Lernt, Gutes zu tun! Sorgt für das Recht! Helft den Unterdrückten! Verschafft den Waisen Recht, tretet ein für die Witwen! (Jes 1,17)
Wir sollen den Menschen, denen es nicht gut geht, die Unrecht erfahren und die am Rand der Gesellschaft leben müssen, helfen und uns für sie einsetzen. So können wir das, was am Ende einer längeren Rede Gott durch den Prophet Jesaja seinem Volk ausrichten lässt, in unsere heutige Zeit übertragen. Und solche mahnenden Worte sind auch heute noch nötig. Wir brauchen nur um uns zu schauen. Da sehen wir Not, Leid, Unrecht und menschenunwürdiges Ergehen bei vielen Menschen. Aber längst nicht alle Menschen sind zur Hilfe bereit oder zum Einsatz für die Rechte und Würde Betroffener. Viele verweisen auf den Staat. Es sei doch letztlich dessen Aufgabe, entsprechende Gesetze, Regelungen, Behörden und Institutionen zu schaffen. Schließlich bezahle man ja auch Steuern, damit solche Menschen durch ein soziales Netz aufgefangen werden können. Doch Gottes Wort suspendiert niemanden von dieser Aufgabe, den Staat nicht und erst recht nicht den einzelnen Menschen. Sie ist eine gemeinsame Aufgabe, wobei es in jedem Fall natürlich auf den einzelnen ankommt, egal, wo sein Platz in der Gesellschaft und auch in staatlichen Institutionen und Einrichtungen ist.

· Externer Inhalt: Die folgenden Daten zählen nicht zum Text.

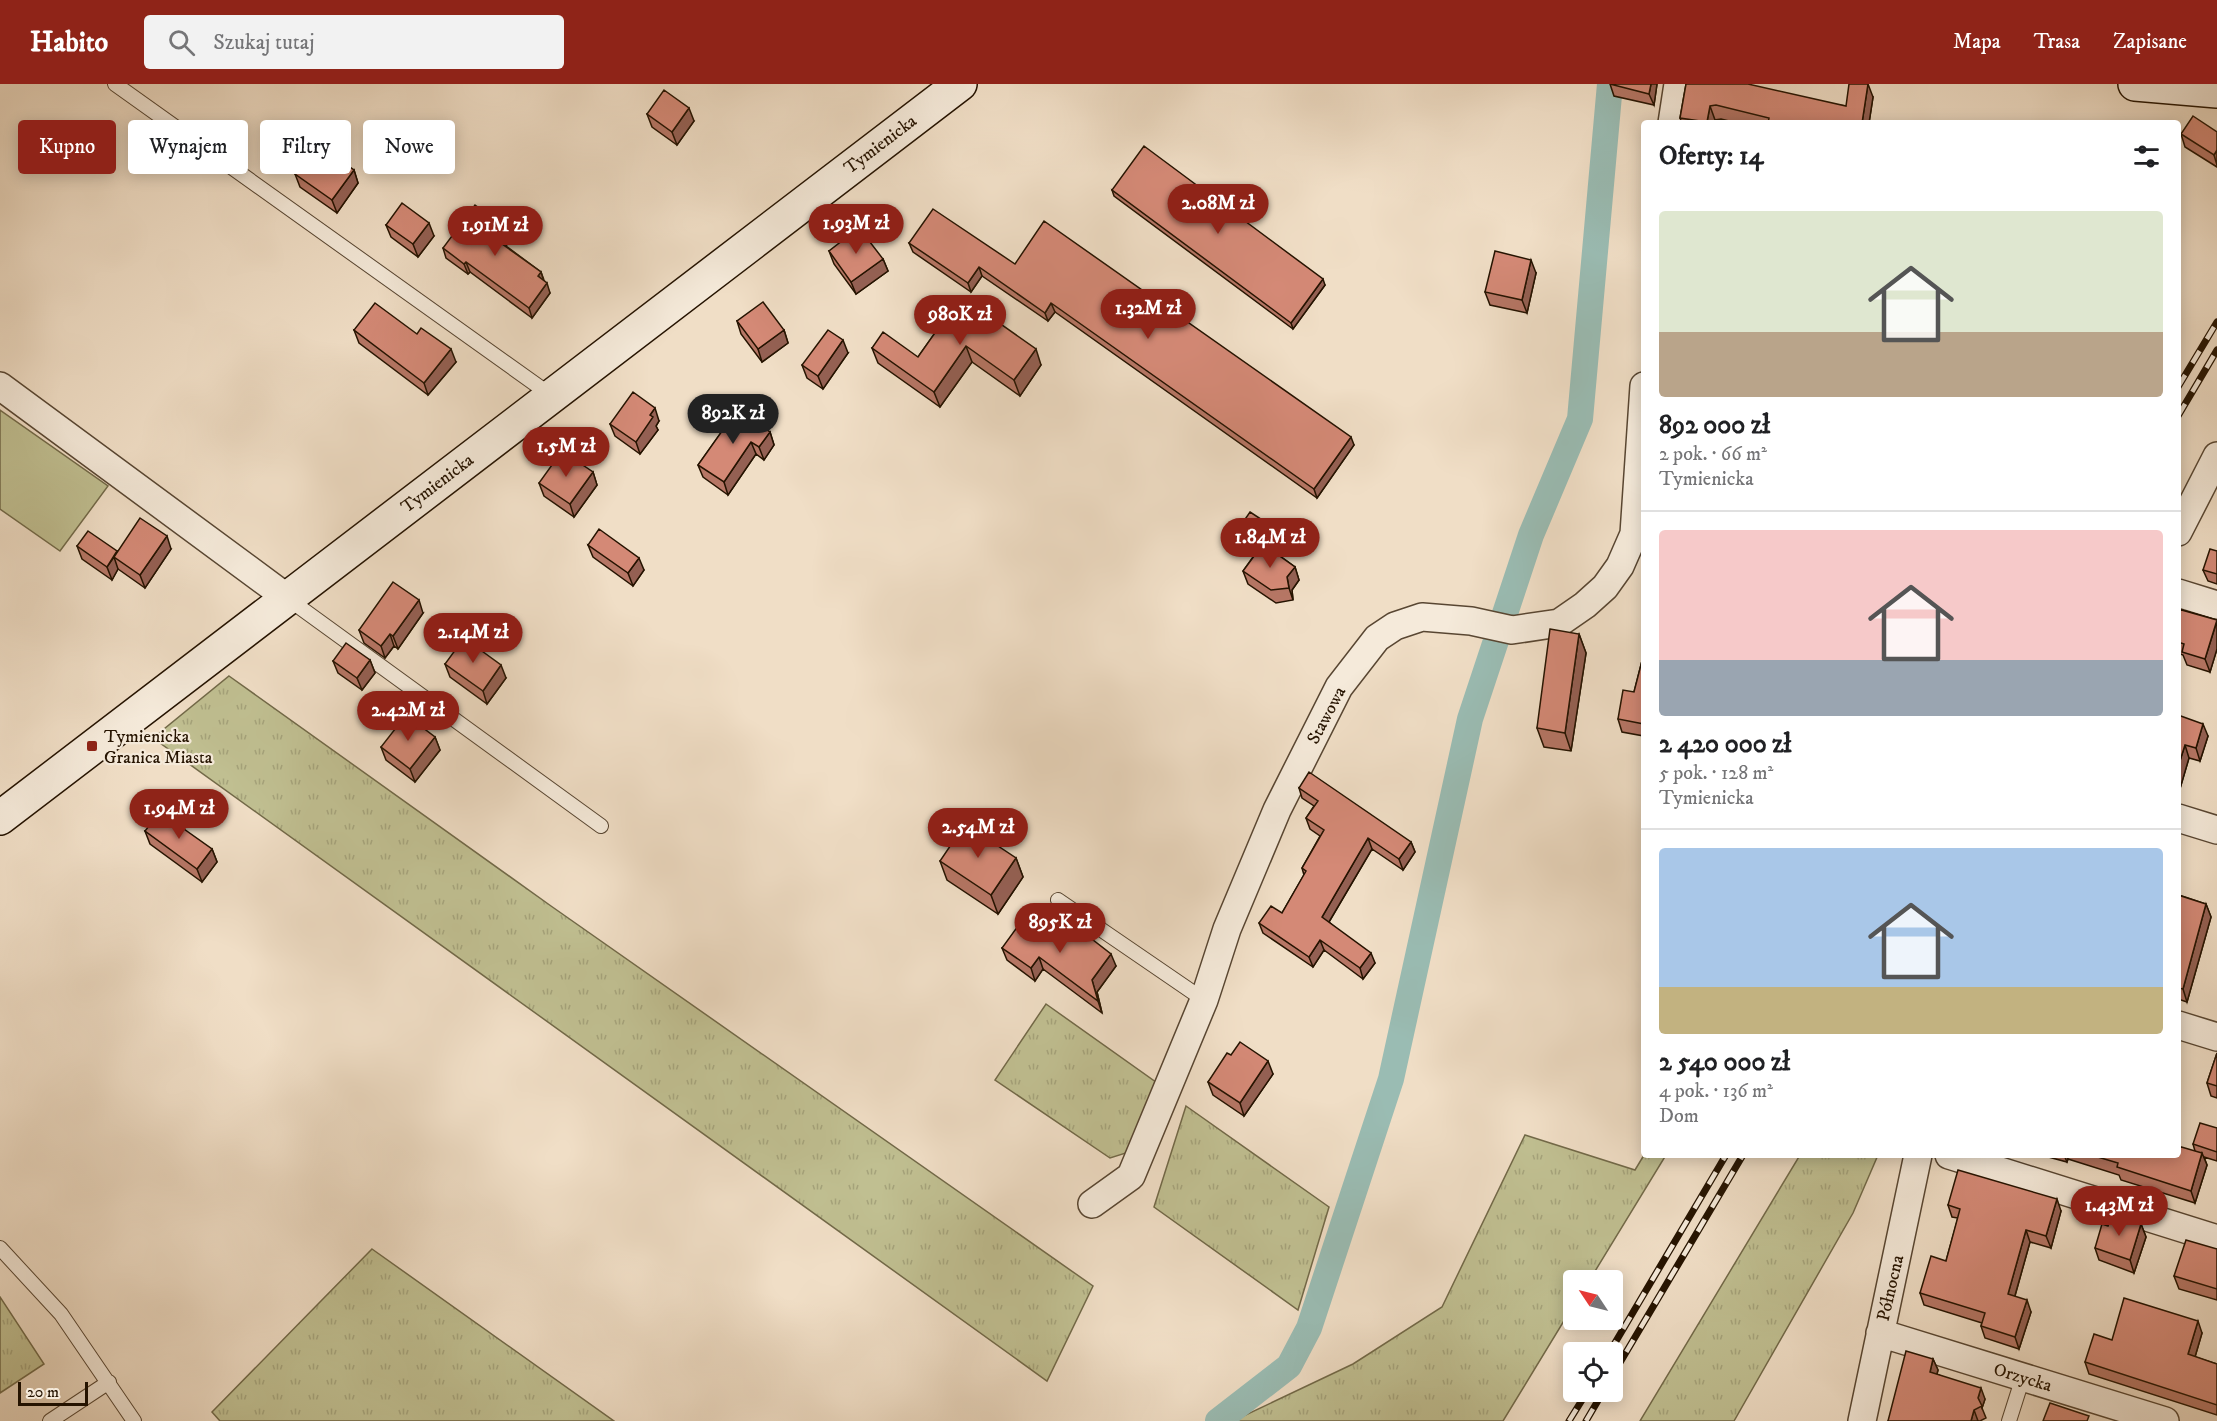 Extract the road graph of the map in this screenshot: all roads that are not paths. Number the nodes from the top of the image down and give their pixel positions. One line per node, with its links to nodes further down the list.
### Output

Es gibt aber, Gott sei Dank, solche helfenden Menschen dennoch überall. Sie sehen in den Bedürftigen ihren Nächsten und haben Erbarmen mit ihnen. Christen reden von Nächstenliebe. Sie versuchen, nach Jesu Doppelgebot der Liebe, z.B. in Mt 22,37-39, zu handeln: „Du sollst den Herrn, deinen Gott, lieben von ganzem Herzen, von ganzer Seele und von ganzem Gemüt“ (5.Mose 6,5). Dies ist das höchste und größte Gebot. Das andere aber ist dem gleich: „Du sollst deinen Nächsten lieben wie dich selbst“ (3.Mose 19,18). Dem Nächsten sollen Christen so begegnen, wie sie es für sich selbst auch wünschen, wenn sie in seiner Lage wären. Sie wissen aber auch, dass sie da aus unterschiedlichsten Gründen vieles und vielen schuldig bleiben. Oft schieben sich die eigenen Interessen und die Selbstliebe so weit vor, dass der Einsatz für den Nächsten ins Hintertreffen gerät. Die Selbstliebe kann sogar so weit gehen, dass sie im Namen der Liebe zu Gott versucht, ihn für sich zu gewinnen und dabei den Nächsten übersieht, ihn nicht wahrnimmt. Und überhaupt: Gott will nicht den einseitigen oder gar ausschließlichen Blick auf sich, wie es im Alten Testament immer wieder bezeugt wird. Jesus bringt das im Doppelgebot der Liebe auf den Punkt, ebenso im Gleichnis vom barmherzigen Samariter (Lk 10,26-32). Er zeigt darin: Der Priester und der Levit sehen auch eher ihre eigenen, frommen Interessen und kümmern sich nicht um den unter die Räuber gefallenen Verletzten, der Hilfe bedarf.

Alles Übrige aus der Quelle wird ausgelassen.